Pass 2: analysis failed.  [man error::pass2]
Number of similar error messages suppressed: 1.
Rerun with -v to see them.
Tip: /usr/share/doc/systemtap/README.Debian should help you get started.

testfile2.stp
---
probe process.begin! {
	printf("Process begin, pid=%d\n", pid())
}

probe process.thread.begin! {
	printf("Thread begin, pid=%d\n", pid())
}

probe syscall.open {
	printf("Let's add one working probe")
}
---
$ stap -x 609 testfile2.stp
Makefile:10: *** mixed implicit and normal rules: deprecated syntax
Let's add one working probe
Let's add one working probe
...
Comment 5 Max Timchenko 2015-03-20 15:34:08 UTC
David: I tested the proposed fixes version and it works fine on my machine. Thanks!
Comment 6 David Smith 2015-03-20 15:47:06 UTC
I checked in the new version of the target_set tapset as commit 87859a5.
Comment 7 Josh Stone 2015-03-20 17:02:57 UTC
(In reply to Max Timchenko from comment #4)
> Josh: looks like uprobe support is there: I'm running 
> "Linux jessie 3.16.0-4-amd64 #1 SMP Debian 3.16.7-ckt7-1 (2015-03-01)", 
> $ grep UPRO /boot/config-3.16.0-4-amd64 
> CONFIG_ARCH_SUPPORTS_UPROBES=y
> CONFIG_UPROBES=y
> CONFIG_UPROBE_EVENT=y

Ok - it's not actually uprobes that matters in this exact case, but anyway your later test shows it working.

> New theory: the probe process.begin is silently skipped when running in
> target thread mode (-x). This might be the reason the target_set tracking
> probe fails to run even though the patch is present and uprobe support is
> there, since I always point stap at a particular root process of interest.

Ugh, I think we need a new bug for this.  I believe you're running into the code that turns "process" into "process(PID)"/"process("FILE") for -x/-c.  This is helpful for things like "process.function" which actually need to parse target information.

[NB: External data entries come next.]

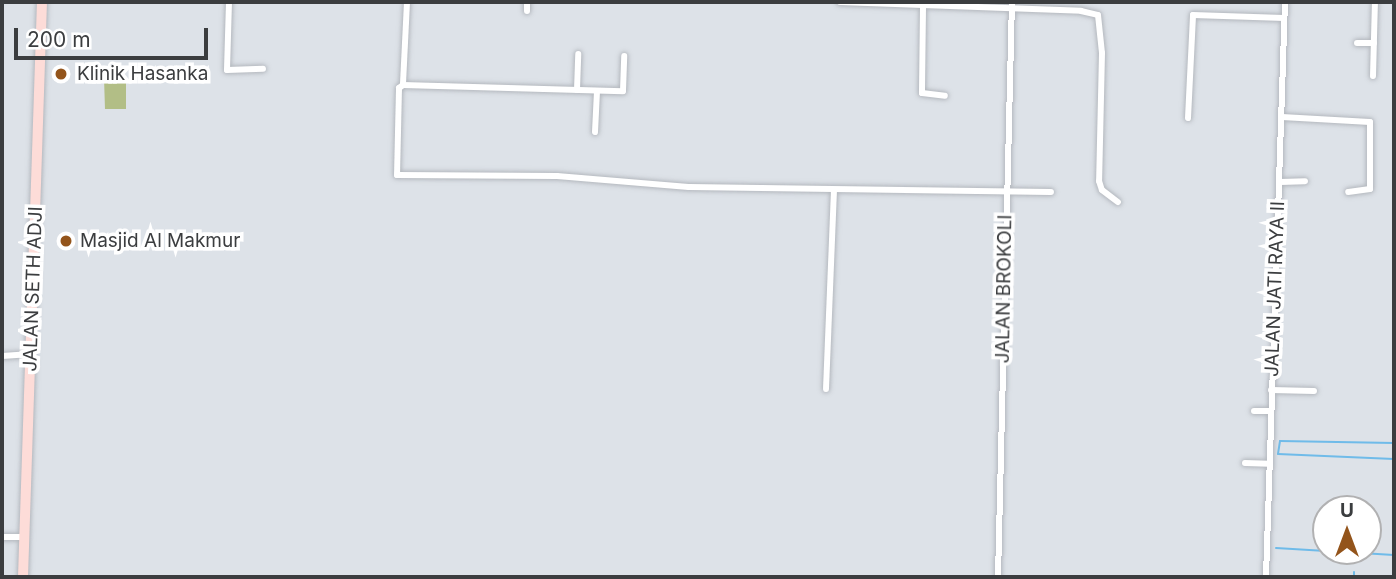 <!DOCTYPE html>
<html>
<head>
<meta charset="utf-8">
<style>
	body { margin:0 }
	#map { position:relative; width:1396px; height:579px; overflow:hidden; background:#dde2e8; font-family:Inter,sans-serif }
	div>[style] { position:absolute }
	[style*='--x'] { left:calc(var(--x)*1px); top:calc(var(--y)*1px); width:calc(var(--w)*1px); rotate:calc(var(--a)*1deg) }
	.green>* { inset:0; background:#b2be86 }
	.stream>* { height:2px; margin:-1px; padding:0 1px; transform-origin:1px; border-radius:1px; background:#6fbbe9 }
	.roads { filter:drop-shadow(0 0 2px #b4b8be) drop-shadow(0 0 2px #b4b8be) }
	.street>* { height:6px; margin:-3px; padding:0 3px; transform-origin:3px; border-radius:3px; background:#fff }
	.secondary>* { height:10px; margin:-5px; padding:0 5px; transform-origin:5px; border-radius:5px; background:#fddcd8 }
	.dots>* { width:19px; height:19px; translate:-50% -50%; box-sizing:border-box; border:4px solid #fff; border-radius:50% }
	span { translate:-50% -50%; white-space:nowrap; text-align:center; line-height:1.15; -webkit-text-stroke:7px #fff; paint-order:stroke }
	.poi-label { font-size:19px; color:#3b3d3f }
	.left { translate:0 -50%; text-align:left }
	.street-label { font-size:19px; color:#3b3d3f }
	.frame { position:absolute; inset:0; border:4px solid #3b3d3f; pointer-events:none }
	.north { position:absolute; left:1312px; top:495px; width:70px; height:70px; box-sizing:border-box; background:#fff; border:2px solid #b1b1b2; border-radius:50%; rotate:0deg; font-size:19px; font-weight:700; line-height:28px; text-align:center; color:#3b3d3f }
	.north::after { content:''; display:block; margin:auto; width:24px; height:32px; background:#93541b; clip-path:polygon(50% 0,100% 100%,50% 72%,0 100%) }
	.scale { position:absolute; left:14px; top:28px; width:194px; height:32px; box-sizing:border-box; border:4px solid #3b3d3f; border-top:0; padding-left:9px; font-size:21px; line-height:24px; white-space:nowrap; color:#3b3d3f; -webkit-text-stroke:5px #fff; paint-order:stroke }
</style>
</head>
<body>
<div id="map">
	<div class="green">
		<i style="clip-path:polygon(104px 78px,126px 78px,126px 109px,105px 109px)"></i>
	</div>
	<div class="stream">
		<i style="--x:1394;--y:443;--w:114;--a:-179"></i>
		<i style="--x:1280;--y:441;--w:13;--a:99"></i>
		<i style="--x:1278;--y:454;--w:116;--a:2.5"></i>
		<i style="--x:1276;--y:548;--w:50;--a:3.4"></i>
		<i style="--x:1328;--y:551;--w:66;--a:3.5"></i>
		<i style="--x:1354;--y:577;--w:5;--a:-90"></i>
	</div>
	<div class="roads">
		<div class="street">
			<i style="--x:229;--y:2;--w:68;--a:91.7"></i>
			<i style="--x:227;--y:70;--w:36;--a:-2"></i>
			<i style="--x:407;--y:2;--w:83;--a:92.8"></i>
			<i style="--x:403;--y:85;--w:220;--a:1.6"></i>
			<i style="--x:623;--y:91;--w:35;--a:-88"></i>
			<i style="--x:840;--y:2;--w:241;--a:2.1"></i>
			<i style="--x:1081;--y:11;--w:17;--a:13"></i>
			<i style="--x:1098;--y:15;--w:38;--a:84"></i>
			<i style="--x:1102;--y:53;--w:128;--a:91.3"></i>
			<i style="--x:1099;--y:181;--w:9;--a:72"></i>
			<i style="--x:1102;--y:190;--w:20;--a:37"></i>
			<i style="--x:923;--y:8;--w:85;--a:90.7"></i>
			<i style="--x:922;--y:93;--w:23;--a:7"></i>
			<i style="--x:527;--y:11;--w:9;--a:-90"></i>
			<i style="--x:1357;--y:43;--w:17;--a:0"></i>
			<i style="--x:1373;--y:76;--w:74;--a:-88.5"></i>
			<i style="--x:403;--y:85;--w:5;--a:143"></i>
			<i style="--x:399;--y:88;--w:87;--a:91.3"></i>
			<i style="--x:397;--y:175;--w:160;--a:0.4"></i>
			<i style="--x:557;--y:176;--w:132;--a:4.8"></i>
			<i style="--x:689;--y:187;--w:362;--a:0.8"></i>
			<i style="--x:577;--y:90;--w:36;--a:-88"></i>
			<i style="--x:1282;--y:117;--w:88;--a:3.3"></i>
			<i style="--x:1370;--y:122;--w:67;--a:90"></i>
			<i style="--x:1370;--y:189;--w:22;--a:172"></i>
			<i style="--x:1188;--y:118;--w:103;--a:-87.2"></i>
			<i style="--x:1193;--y:15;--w:91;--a:1.9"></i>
			<i style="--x:595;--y:132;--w:41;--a:-87.2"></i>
			<i style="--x:1280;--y:182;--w:25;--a:-2"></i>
			<i style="--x:2;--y:356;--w:29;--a:-4"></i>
			<i style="--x:826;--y:389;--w:199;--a:-87.7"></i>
			<i style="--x:1271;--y:390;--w:43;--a:1.3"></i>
			<i style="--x:1254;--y:411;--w:17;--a:0"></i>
			<i style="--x:1245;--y:463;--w:24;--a:2"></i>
			<i style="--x:2;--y:537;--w:22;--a:0"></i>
			<i style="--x:998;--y:577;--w:575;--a:-88.61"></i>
			<i style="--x:1266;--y:577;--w:575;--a:-88.11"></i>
		</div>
		<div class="secondary">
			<i style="--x:23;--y:577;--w:575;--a:-88.11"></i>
		</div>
	</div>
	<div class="dots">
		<i style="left:61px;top:74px;background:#93541b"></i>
		<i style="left:66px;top:241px;background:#93541b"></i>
	</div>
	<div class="poi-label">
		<span class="left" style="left:77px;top:74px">Klinik Hasanka</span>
		<span class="left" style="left:80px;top:241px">Masjid Al Makmur</span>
	</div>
	<div class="street-label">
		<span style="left:33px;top:289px;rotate:-88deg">JALAN SETH ADJI</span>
		<span style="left:1004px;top:289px;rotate:-89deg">JALAN BROKOLI</span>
		<span style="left:1275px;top:289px;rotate:-88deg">JALAN JATI RAYA II</span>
	</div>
	<div class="frame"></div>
	<div class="north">U</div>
	<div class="scale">200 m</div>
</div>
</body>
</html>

But in "process.begin" as used by target_set, we want to see all child processes too, not just the initial target.  AFAICT it is still doing that ok, when I try a test with -x on something spawning children, but for some reason it's validating the pid before it accepts the probe.

> testfile2.stp
> ---
> probe process.begin! {
> 	printf("Process begin, pid=%d\n", pid())
> }
> 
> probe process.thread.begin! {
> 	printf("Thread begin, pid=%d\n", pid())
> }
> 
> probe syscall.open {
> 	printf("Let's add one working probe")
> }
> ---
> $ stap -x 609 testfile2.stp
> Makefile:10: *** mixed implicit and normal rules: deprecated syntax
> Let's add one working probe
> Let's add one working probe
> ...

Strange that "!" lets these continue -- without those you'll still get the "cannot probe pid" error.  It's supposed to mark a probe sufficient, skipping any alternates listed, but it appears to be working like the "?" optional marker too.  I don't think that's intended -- it's only "optional" as long as something else in the chain resolves (or is marked truly "?" optional).
Comment 8 David Smith 2015-03-20 17:42:37 UTC
(In reply to Josh Stone from comment #7)

> Strange that "!" lets these continue -- without those you'll still get the
> "cannot probe pid" error.  It's supposed to mark a probe sufficient,
> skipping any alternates listed, but it appears to be working like the "?"
> optional marker too.  I don't think that's intended -- it's only "optional"
> as long as something else in the chain resolves (or is marked truly "?"
> optional).

The '!' marker means "optional and sufficient", not just "sufficient". Here's some text from the stapprobes man page:

====
       However, a probe point may be followed by a "?" character, to  indicate  
       that it is optional, and that no error should result if it fails to re-  
       solve.  Optionalness passes down through all levels  of  alias/wildcard  
       expansion.  Alternately, a probe point may be followed by a "!" charac-  
       ter, to indicate that it  is  both  optional  and  sufficient.
====
Comment 9 Josh Stone 2015-03-20 18:01:24 UTC
(In reply to David Smith from comment #8)
> The '!' marker means "optional and sufficient", not just "sufficient".

Ok.  It's kind of weird, because with '!' on the final (or sole) probepoint, the "sufficient" part doesn't really mean anything, so it's exactly like '?' in that case.  Oh well.